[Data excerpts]
____________
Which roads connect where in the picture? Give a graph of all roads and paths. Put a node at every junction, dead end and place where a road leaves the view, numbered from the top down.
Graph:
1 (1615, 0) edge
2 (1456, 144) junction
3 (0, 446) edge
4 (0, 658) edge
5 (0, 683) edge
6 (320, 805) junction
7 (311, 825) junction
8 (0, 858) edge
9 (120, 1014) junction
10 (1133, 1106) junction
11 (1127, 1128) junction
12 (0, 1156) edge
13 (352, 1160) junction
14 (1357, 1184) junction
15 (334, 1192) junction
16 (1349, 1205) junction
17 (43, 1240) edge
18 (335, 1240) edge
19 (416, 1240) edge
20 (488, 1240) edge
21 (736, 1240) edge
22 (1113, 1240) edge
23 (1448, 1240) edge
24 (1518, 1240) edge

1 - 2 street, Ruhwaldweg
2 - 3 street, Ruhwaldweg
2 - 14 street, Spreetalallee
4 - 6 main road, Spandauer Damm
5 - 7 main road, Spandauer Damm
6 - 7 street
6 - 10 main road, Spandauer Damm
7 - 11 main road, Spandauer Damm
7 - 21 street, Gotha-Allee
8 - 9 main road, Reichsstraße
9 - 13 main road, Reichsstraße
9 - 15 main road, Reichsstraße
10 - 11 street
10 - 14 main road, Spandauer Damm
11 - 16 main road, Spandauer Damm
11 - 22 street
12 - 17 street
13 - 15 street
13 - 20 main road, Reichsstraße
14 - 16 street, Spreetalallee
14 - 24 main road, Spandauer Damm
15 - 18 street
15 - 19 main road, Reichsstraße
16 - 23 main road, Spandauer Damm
____________
TASK STATEMENT:
Precisely reproduce all the entries shown above.

WRITTEN ANSWER:
Which roads connect where in the picture? Give a graph of all roads and paths. Put a node at every junction, dead end and place where a road leaves the view, numbered from the top down.
Graph:
1 (1615, 0) edge
2 (1456, 144) junction
3 (0, 446) edge
4 (0, 658) edge
5 (0, 683) edge
6 (320, 805) junction
7 (311, 825) junction
8 (0, 858) edge
9 (120, 1014) junction
10 (1133, 1106) junction
11 (1127, 1128) junction
12 (0, 1156) edge
13 (352, 1160) junction
14 (1357, 1184) junction
15 (334, 1192) junction
16 (1349, 1205) junction
17 (43, 1240) edge
18 (335, 1240) edge
19 (416, 1240) edge
20 (488, 1240) edge
21 (736, 1240) edge
22 (1113, 1240) edge
23 (1448, 1240) edge
24 (1518, 1240) edge

1 - 2 street, Ruhwaldweg
2 - 3 street, Ruhwaldweg
2 - 14 street, Spreetalallee
4 - 6 main road, Spandauer Damm
5 - 7 main road, Spandauer Damm
6 - 7 street
6 - 10 main road, Spandauer Damm
7 - 11 main road, Spandauer Damm
7 - 21 street, Gotha-Allee
8 - 9 main road, Reichsstraße
9 - 13 main road, Reichsstraße
9 - 15 main road, Reichsstraße
10 - 11 street
10 - 14 main road, Spandauer Damm
11 - 16 main road, Spandauer Damm
11 - 22 street
12 - 17 street
13 - 15 street
13 - 20 main road, Reichsstraße
14 - 16 street, Spreetalallee
14 - 24 main road, Spandauer Damm
15 - 18 street
15 - 19 main road, Reichsstraße
16 - 23 main road, Spandauer Damm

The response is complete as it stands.